The main accusation in the Talansky Affair was that Olmert had received hundreds of thousands of dollars in cash in envelopes from New York businessman Moshe Talansky and had hidden the funds (illegally failing to report them) in a secret safe maintained by his confidante Uri Messer.
In his testimony to the lower court, Olmert said, among other things, that he’d thought the Talansky funds were being kept in a bank account.
In an incredible moment of candor, Justice Yoram Danziger essentially told those present on Monday that the motion to reopen the Talansky Affair had caught the court at a moment when the five justices, including Supreme Court President Asher Grunis, were divided on whether to reverse Olmert’s acquittals.
So the first reason for the unusual delay is clear: The Supreme Court would rather not rule in a divided fashion on such a momentous decision and was trying to negotiate behind the scenes to achieve a more united front.
There is a probable corollary to this deadlock: It is likely further proof that Grunis has somewhat lost control of “his” court.
Traditionally presidents of the Supreme Court rule in the majority, even if that means amending their opinions from time to time, so that they maintain the initiative and the ability to determine outcomes in more deadlocked situations.
Some commentators noted that following a series of decisions last year on whether to fire various indicted mayors and on the state’s migrant policy, Grunis lost control of the court and was left glaringly in the minority.
In summer of last year, Grunis may have angered the other justices, who were seemingly ready to fire then-Ramat Gan mayor Zvi Bar when Bar was under indictment for corruption.
Instead, Grunis forged a compromise in which Bar would escape the shame of being fired by pledging not to run for reelection, and in exchange the court would not issue a precedent-setting ruling of forcing mayors who were under indictment for corruption to step down.
However, Grunis did not convince Upper Nazareth Mayor Shimon Gafsou and Ramat Hasharon Mayor Yitzhak Rochberger, also under indictment for corruption, to skip reelection, and a thunderous 6:1 High Court decision – Grunis in the minority – fired both mayors and set the new precedent that Grunis had sought to avoid.
More subtly, Grunis was on the outside of the High Court’s 9:0 September decision striking down the state’s migrant policy.
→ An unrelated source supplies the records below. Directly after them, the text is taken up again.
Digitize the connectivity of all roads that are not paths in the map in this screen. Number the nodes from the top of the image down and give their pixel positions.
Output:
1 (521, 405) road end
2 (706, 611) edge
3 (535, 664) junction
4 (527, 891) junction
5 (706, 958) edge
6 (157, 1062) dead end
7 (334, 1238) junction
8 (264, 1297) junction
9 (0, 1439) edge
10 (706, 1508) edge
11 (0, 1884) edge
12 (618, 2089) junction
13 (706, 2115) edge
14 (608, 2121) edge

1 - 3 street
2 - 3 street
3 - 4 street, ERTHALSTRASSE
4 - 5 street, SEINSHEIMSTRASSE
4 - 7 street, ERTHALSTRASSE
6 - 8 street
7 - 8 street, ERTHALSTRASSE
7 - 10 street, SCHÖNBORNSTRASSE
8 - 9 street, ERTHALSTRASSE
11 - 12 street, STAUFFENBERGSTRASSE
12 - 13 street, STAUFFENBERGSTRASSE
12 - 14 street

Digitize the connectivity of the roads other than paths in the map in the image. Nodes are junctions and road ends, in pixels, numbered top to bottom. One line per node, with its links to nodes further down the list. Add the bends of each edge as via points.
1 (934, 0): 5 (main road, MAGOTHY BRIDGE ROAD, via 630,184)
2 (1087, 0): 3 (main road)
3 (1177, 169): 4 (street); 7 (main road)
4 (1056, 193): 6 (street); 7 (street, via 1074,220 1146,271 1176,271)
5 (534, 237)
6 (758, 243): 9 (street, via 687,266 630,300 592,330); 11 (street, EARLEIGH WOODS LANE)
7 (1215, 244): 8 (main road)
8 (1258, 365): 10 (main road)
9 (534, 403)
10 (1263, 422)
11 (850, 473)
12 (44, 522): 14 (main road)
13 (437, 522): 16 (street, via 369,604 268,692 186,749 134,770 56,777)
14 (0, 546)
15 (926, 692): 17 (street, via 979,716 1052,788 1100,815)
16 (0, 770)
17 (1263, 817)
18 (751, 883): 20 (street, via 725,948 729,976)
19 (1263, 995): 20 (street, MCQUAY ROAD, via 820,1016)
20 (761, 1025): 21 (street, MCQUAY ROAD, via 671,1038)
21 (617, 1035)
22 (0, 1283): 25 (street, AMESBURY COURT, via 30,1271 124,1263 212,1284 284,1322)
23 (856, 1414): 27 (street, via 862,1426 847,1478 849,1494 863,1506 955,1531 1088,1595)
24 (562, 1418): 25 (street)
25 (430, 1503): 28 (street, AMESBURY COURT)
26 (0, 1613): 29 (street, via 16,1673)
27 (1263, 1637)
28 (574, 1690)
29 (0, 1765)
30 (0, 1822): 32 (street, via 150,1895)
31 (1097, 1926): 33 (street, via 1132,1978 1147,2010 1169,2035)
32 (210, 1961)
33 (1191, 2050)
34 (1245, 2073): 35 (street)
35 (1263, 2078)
How was he in the minority on a unanimous decision? While Grunis voted to strike down the policy, he wrote a separate opinion in which he struck it down on far narrower grounds, suggesting that were the state to modify its policy – rather than give it the complete overhaul that the other justices seemed to want – he would likely support it.
Even if Grunis controls the reins in some cases, the point is that he does not have a strong enough hand to break deadlocks in high-profile cases like Olmert’s.
The last piece is likely that Grunis would be happier if he could avoid deciding Olmert’s fate.
Grunis has gone out of his way to avoid historic decisions, preferring that disputes resolve themselves or that time make deciding obsolete.
He retires in January 2015.
Want to bet that the High Court, including Grunis, will decide to reopen the Talansky Affair, delaying any Supreme Court decision until long after January 2015?